Similar irrationalities result from the way ownership and governance rights are drawn for the business firm. Because governance authority is vested in a hierarchy of managers who (at least theoretically) represent a class of absentee shareholders, rather than in those whose efforts and distributed knowledge are actually needed for production, the firm is riddled with information and incentive problems and fundamental conflicts of interest.
For example, although most improvements in efficiency and productivity result from workers’ distributed knowledge of the work process and the human capital they’ve built up through their relationships on the job, they have a rational incentive to hoard knowledge because they know any contribution they make to productivity will be expropriated by management in the form of bonuses, and used against them in the form of speedups and downsizing. And even though workers’ knowledge of the production process is the primary source of efficiency improvements, management cannot afford to trust workers with the discretion to use that knowledge because their interests are fundamentally at odds with those of management. With information flow so grossly distorted by authoritarian hierarchy, management lives in a bubble and is forced to reduce its reliance on workers’ knowledge, simplifying the work process from above to make it more “legible” (see James Scott, Seeing Like a State) through dumbed-down Taylorist work rules. And management is forced to devote enormous resources to internal surveillance and enforcement of discipline, compared to self-managed enterprises.

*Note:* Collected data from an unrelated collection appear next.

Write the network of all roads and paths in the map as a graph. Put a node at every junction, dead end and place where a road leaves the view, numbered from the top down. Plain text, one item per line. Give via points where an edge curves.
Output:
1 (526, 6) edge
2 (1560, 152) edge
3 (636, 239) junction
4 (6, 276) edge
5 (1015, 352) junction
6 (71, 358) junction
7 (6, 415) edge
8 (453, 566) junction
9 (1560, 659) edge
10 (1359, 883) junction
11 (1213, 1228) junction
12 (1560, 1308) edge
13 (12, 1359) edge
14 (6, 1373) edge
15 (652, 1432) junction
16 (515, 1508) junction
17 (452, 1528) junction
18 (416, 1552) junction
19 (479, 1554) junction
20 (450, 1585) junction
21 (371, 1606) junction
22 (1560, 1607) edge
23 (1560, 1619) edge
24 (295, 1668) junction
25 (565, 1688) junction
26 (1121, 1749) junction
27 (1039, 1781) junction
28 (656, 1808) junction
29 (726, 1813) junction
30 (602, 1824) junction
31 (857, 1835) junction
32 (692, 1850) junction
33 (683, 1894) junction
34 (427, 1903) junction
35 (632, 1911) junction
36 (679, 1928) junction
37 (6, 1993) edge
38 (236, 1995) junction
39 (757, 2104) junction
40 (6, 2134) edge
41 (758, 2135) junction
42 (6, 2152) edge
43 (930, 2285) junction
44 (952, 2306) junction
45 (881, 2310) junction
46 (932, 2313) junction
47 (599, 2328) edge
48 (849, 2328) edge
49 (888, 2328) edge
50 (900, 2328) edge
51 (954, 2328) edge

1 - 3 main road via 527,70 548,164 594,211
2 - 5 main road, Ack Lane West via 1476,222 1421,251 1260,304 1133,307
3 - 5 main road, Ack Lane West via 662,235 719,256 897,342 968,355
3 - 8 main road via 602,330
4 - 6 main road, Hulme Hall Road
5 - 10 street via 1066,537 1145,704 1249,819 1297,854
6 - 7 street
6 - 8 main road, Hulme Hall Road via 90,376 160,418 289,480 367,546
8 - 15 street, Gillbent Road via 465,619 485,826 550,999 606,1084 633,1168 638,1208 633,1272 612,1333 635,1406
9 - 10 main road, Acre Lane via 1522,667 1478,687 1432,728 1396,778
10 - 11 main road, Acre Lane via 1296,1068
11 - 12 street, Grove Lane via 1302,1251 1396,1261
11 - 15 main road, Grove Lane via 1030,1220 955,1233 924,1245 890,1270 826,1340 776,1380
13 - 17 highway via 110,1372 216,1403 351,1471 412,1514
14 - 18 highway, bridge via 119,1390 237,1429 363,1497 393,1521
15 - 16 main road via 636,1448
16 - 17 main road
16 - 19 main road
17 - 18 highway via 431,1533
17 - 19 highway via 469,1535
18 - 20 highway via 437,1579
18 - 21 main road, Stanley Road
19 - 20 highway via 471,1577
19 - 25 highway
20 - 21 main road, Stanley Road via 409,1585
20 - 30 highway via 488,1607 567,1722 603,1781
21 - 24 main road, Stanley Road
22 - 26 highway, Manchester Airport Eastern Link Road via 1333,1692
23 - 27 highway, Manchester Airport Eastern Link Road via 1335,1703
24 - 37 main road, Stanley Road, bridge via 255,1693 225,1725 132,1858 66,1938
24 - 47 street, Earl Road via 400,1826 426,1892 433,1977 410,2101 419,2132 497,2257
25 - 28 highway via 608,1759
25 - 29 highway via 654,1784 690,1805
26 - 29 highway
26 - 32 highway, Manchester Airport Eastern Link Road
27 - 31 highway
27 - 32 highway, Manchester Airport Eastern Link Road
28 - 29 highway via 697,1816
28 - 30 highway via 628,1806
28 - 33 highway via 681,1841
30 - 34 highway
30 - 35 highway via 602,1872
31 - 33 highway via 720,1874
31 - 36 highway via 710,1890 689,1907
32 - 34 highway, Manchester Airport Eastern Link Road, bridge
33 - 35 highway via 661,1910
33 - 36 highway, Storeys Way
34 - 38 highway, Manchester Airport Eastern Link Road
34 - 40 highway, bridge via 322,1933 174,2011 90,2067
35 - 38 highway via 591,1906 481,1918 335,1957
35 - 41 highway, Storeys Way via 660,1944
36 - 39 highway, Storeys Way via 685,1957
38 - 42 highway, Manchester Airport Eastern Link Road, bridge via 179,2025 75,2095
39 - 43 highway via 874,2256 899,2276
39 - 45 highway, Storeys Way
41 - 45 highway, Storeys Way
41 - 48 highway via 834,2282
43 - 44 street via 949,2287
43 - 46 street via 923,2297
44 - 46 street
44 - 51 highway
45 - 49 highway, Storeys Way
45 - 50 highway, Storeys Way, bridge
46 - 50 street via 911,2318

Mises dismissed Oskar Lange’s market social model as “playing at capitalism,” because enterprise managers would be risking capital that they themselves did not own or stand to lose. So they would be rewarded on the upside for returns on investment without suffering personal consequences for losses.
But corporate managers under American capitalism are playing at markets every bit as much as the managers in Lange’s proposed model. Shareholders are the residual claimant of the enterprise only in theory, and even then actual legal ownership is vested in a fictional person distinct from any or all shareholders, either severally or collectively. In reality, corporate management has the same relation to the corporation’s capital (which it claims to be administering in the name of the shareholders) that the Soviet bureaucracy had over the means of production it claimed to administer in the name of the people: That is, it’s a self-perpetuating oligarchy in control of a large mass of capital which it has absolute discretion over, but did not itself contribute and does not personally stand to lose. In this environment, corporate managers’ standard approach is to hollow out long-term productive capacity and gut human capital in order to massage the short term numbers and game their own compensation, leaving the consequences to their successors after they move on.
Murray Rothbard argued that the Soviet planned economy was able to survive only because planners had the Western market economies and their prices as reference points for assigning prices internally. So even though the transfer prices assigned by Gosplan and by enterprise managers were unsatisfactory, as a result of not reflecting the immediate spot conditions of the Soviet Union, they were at least able to work after a fashion because they were indirectly tied to market prices somewhere.
But under corporate capitalism, the great majority of intermediate goods in the production process are specific to the products produced by a particular enterprise, so that there is no market for them. DoohickeyCo may buy steel on the market, but it manufactures its doohickeys from widgets which are made out of that steel to a design specific to their particular model of doohickey. So the corporate bureaucracy assigns internal transfer prices to the widgets, so they can be “sold” from one division of the corporation to another, in exactly the same way a Soviet planner would have: through indirect reference to external market prices (the prices of the steel, labor, electricity and so on that went into their construction).
In short, if any environment could be seen as conducive to “calculational chaos,” it’s the environment created in the capitalist economy Mises and Hayek defended. In every one of these cases, a more “socialistic” set of property rules — commons-based land and resource governance, free information, worker ownership and management of the enterprise — would result in more rationality than we have now.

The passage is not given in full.